De pronto el navío se elevó sobre la cresta de una ola, y Ged alcanzó a ver, por un instante, sobre las aguas humeantes y oscuras, un resplandor de luz entre las nubes, que acaso fuera el último rayo del sol poniente: pero no, porque la luz era clara, no purpúrea.

Los otros no la habían visto, pero Ged anunció a voces lo que acababa de descubrir. El timonel oteo el horizonte, buscándola cada vez que la nave se empinaba sobre una ola montañosa, y la vio, como la volvió a ver Ged, pero le respondió a gritos que era el sol poniente. Ged pidió a uno de los que achicaban la nave que lo sustituyese un momento en el banco, y abriéndose paso por la abarrotada crujía fue hasta la proa; una vez allí, aferrándose con ambas manos al mascarón, le grito al capitán:

—¡Esa luz, Señor, en el oeste, es la isla de Roke!

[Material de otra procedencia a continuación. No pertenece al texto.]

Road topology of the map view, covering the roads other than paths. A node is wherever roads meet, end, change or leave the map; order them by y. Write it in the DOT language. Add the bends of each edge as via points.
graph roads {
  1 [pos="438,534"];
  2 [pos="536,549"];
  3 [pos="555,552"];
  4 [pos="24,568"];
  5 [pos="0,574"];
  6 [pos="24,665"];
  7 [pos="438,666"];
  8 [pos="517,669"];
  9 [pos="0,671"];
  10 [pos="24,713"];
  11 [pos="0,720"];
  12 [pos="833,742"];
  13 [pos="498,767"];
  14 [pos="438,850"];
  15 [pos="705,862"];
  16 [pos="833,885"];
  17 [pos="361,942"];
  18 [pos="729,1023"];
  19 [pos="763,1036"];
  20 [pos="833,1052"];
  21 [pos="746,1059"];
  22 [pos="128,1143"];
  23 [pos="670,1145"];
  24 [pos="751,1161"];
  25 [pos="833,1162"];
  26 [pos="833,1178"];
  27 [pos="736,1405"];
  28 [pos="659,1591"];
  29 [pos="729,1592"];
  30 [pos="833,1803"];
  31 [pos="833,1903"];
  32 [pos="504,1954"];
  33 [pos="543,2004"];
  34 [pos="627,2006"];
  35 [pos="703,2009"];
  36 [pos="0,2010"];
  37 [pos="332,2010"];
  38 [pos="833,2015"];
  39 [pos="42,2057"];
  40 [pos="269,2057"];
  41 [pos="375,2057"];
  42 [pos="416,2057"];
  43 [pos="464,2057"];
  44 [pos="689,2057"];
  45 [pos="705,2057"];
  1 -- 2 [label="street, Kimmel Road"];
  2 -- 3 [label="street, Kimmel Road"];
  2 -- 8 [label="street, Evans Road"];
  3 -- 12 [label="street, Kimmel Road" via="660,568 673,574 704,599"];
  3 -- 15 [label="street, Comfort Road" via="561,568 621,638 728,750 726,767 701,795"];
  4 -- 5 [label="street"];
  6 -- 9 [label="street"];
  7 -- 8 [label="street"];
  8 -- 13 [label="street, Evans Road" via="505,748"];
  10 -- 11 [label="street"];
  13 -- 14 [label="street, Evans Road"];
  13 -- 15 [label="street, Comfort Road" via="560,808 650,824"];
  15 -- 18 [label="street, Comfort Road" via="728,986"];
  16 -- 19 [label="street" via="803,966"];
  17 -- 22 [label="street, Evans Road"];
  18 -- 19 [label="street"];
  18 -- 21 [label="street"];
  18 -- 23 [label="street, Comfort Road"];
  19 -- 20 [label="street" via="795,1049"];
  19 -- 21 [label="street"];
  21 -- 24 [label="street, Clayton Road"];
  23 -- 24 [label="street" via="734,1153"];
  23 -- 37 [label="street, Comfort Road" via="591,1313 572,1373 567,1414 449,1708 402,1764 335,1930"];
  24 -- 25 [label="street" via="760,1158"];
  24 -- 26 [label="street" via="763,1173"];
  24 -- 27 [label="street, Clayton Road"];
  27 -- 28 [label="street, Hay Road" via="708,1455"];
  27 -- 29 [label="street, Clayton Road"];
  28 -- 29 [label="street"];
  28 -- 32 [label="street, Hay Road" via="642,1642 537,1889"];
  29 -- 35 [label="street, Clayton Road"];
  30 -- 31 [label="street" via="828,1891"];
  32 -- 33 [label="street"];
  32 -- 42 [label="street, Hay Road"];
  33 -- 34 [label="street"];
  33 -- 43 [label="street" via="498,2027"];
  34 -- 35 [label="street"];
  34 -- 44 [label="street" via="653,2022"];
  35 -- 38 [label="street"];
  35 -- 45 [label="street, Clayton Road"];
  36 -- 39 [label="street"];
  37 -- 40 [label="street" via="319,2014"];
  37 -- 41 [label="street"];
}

—No he visto ninguna luz —bramó el capitán, pero ya Ged la señalaba con el brazo extendido, y todos pudieron ver aquella luz que brillaba, límpida, por encima de las nieblas y el tumulto del mar.

No para complacer a su pasajero, sino para salvar el navío de los peligros de la tempestad, el capitán ordenó al timonel que pusiera rumbo al oeste, hacia luz, mas no sin prevenir a Ged:

—Muchacho, hablas como un Maestro de la Mar, pero te prometo que si en esta tempestad nos conduces mal ¡te haré arrojar por la borda y tendrás que nadar hasta Roke!

Ahora, en vez de navegar a favor de la galerna, iban a contraviento, y no era una tarea leve: las olas que azotaban de costado los apartaban de la nueva ruta y la nave rolaba y hacía agua, obligando a los achicadores a trabajar sin tregua y a los remeros a estar atentos, pues los tumbos y volteretas del navío podían arrancarles los remos de las manos y derribarlos a todos. Bajo las nubes tempestuosas era casi noche cerrada, pero ya atisbaban una y otra vez la luz en el oeste, bastante clara como para señalarles el rumbo, y así continuaron, remando a contraviento. Al fin el viento amainó y la luz se agrandó a proa.

Remando, siempre remando, y como quien pasa a través de una cortina, saliendo de la tormenta, entre golpe de remo y el siguiente, se encontraron de pronto en una atmósfera límpida; los resplandores postreros del crepúsculo iluminaban el cielo y el mar. Y por encima de las olas empenachadas de espuma, vieron no lejos de allí una colina verde, alta y redonda, y debajo una ciudad, construida sobre una pequeña bahía, y una multitud de embarcaciones ancladas, en reposo, todo en paz.

El timonel, inclinado sobre la barra, volvió la cabeza y exclamó:

—¡Capitán! ¿Qué es esto, tierra de verdad o arte de hechicería?

—¡Tú mantén el rumbo, cabeza de alcornoque! ¡Y vosotros remad, hijos de esclavos sin sangre! ¡Esta es la Bahía de Zuil y aquél el Collado de Roke, como podría verlo cualquier imbécil! ¡Remad!

Y así, remando fatigosamente al compás del tambor, entraron en la bahía. Allí todo era calma. Podían oír las voces de los habitantes de la ciudad y hasta el tintineo de una campanilla, y sólo tenues y a lo lejos los silbidos y rugidos de la tempestad. Unas nubes negras se cernían en el norte, en el este y el sur, a un kilómetro de distancia alrededor de la isla, pero en Roke, en un cielo límpido y sereno, aparecían una a una las estrellas.